What is needed: Copy all lines holding the word "Real" from the entries.

Dataset entries:
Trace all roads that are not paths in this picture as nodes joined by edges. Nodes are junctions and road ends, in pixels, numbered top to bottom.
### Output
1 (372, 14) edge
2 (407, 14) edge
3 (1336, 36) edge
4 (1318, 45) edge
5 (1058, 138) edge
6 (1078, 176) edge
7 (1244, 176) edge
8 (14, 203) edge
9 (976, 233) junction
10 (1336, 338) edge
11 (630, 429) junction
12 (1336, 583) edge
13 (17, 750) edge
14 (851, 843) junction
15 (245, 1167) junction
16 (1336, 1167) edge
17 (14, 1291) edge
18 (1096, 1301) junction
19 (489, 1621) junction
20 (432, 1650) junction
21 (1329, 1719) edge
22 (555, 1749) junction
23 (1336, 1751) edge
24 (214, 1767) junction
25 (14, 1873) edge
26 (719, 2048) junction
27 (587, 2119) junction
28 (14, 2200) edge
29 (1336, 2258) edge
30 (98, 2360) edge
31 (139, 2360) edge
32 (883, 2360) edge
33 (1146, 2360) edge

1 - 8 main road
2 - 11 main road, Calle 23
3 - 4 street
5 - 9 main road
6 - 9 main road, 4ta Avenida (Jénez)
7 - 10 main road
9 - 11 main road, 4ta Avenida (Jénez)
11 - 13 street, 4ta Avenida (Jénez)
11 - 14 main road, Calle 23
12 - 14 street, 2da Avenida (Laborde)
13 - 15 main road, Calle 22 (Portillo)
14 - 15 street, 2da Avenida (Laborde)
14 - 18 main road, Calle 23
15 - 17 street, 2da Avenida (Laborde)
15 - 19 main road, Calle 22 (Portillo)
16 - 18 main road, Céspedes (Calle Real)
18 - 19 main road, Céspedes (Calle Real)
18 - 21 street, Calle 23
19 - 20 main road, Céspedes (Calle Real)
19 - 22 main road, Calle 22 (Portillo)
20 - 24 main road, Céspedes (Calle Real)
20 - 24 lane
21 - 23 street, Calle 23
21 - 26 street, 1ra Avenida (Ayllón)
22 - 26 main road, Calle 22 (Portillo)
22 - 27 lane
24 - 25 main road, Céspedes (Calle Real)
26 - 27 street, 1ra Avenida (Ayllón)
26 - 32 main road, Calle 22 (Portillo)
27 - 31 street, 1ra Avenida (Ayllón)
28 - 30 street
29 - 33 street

Task result:
16 - 18 main road, Céspedes (Calle Real)
18 - 19 main road, Céspedes (Calle Real)
19 - 20 main road, Céspedes (Calle Real)
20 - 24 main road, Céspedes (Calle Real)
24 - 25 main road, Céspedes (Calle Real)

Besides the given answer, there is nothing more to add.